Two Christian business owners in Phoenix are hoping their legal challenge to a local ordinance will usher in a happy new year for them.
Artists Joanna Duka and Breanna Koski (pictured) believe in traditional, biblical marriage – a belief that brought them into conflict with a Phoenix ordinance as owners of Brush & Nib Studio in the capital city (see more details on this case).

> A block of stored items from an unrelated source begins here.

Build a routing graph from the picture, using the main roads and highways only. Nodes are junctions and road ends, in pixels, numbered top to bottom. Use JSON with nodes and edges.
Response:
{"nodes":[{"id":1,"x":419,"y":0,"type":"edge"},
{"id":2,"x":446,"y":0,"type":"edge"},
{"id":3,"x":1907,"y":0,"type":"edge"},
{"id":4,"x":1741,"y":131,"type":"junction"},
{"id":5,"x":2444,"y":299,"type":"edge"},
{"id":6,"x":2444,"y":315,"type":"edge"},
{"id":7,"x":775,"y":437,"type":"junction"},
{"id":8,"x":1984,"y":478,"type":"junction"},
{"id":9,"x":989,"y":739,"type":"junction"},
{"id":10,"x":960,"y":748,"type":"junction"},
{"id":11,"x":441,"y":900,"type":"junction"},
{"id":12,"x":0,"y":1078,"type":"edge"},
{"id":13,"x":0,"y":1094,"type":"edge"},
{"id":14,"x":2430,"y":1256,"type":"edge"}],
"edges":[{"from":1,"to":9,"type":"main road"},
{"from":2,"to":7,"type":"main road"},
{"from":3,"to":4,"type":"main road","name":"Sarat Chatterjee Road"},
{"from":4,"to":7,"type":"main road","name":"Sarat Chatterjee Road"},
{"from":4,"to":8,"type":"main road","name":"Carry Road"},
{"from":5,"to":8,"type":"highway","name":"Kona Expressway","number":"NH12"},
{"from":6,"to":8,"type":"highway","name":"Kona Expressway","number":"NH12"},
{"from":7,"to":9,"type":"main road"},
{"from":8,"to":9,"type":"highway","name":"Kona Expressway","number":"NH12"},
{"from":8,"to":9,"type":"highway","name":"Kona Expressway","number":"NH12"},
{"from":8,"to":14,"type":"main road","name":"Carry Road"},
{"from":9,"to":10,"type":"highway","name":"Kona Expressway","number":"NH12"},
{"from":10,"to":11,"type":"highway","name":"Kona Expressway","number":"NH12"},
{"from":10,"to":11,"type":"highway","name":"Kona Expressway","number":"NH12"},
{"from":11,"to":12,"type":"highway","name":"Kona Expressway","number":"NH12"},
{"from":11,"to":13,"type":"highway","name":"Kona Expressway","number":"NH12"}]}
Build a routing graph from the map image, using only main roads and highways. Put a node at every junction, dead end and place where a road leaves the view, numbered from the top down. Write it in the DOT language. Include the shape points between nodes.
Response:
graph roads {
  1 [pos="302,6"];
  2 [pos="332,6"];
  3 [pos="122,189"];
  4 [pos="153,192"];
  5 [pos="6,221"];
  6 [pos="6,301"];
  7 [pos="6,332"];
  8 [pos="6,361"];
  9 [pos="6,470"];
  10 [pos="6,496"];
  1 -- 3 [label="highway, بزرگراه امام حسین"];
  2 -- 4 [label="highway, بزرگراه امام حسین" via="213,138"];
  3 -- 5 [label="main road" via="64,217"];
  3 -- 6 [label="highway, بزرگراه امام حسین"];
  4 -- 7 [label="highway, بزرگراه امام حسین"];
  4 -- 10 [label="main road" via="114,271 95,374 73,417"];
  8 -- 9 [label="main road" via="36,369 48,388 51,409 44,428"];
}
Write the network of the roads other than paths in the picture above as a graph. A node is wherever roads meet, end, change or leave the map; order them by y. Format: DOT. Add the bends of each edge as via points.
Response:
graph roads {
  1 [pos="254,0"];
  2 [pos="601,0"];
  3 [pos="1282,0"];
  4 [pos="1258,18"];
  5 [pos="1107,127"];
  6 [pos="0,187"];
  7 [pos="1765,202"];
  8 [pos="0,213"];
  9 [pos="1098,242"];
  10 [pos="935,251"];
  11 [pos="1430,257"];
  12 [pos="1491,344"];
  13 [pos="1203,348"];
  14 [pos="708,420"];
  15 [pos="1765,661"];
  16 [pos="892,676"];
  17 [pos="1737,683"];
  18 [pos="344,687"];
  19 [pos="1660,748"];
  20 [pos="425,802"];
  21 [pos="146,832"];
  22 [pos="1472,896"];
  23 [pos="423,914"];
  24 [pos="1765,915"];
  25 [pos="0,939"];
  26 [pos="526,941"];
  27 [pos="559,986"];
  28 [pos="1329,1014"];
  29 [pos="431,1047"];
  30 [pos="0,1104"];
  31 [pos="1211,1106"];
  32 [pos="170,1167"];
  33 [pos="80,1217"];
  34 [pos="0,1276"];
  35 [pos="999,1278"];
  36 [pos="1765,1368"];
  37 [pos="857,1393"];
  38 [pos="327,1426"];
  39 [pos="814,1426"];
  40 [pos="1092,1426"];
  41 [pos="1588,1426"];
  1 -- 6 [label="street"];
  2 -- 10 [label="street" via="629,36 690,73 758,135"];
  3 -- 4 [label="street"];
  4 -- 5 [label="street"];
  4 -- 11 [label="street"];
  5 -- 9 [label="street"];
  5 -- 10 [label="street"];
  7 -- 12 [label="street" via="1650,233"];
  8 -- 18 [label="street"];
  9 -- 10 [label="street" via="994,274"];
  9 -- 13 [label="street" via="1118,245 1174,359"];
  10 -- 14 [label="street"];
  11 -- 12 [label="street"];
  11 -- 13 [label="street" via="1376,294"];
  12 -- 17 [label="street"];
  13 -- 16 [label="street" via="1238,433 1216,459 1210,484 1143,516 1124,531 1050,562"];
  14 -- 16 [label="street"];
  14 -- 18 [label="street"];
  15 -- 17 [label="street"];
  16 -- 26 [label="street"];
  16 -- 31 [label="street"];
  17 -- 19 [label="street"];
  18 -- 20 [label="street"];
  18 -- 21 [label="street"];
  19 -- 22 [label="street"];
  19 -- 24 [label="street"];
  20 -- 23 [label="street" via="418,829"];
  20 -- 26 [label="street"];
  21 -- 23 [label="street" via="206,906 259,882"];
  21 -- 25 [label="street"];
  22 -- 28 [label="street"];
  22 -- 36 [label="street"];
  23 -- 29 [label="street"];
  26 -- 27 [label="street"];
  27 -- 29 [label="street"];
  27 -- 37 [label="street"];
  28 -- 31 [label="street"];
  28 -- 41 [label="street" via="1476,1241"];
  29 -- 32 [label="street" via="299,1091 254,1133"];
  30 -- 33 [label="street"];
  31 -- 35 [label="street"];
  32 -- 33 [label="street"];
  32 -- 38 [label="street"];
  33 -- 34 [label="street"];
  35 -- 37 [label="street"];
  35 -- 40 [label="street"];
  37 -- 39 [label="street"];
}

The Arizona Supreme Court will decide in January whether to rule in favor of Duka and Koski – or uphold a lower court’s ruling that says the artists must comply with an ordinance that requires they do artwork for all weddings, regardless of their religious objections.
The attorney representing Duka and Koski explains this is a preemptive challenge – meaning the artists are challenging this ordinance before they’re found guilty of violating the ordinance, which requires fines and even jail time for guilty parties.
“In terms of pre-enforcement challenges, this has been used in the Civil Rights-era many, many times, because Americans shouldn’t have to wait to be thrown in jail before they can challenge an unjust law,” said attorney Kristen Waggoner of Alliance Defending Freedom during an interview Thursday on Fox & Friends.
Eric Fraser, the attorney representing Phoenix, says the artists in question want the court system to give them a “blank check” to refuse service to any same-sex couple that is requesting wedding products.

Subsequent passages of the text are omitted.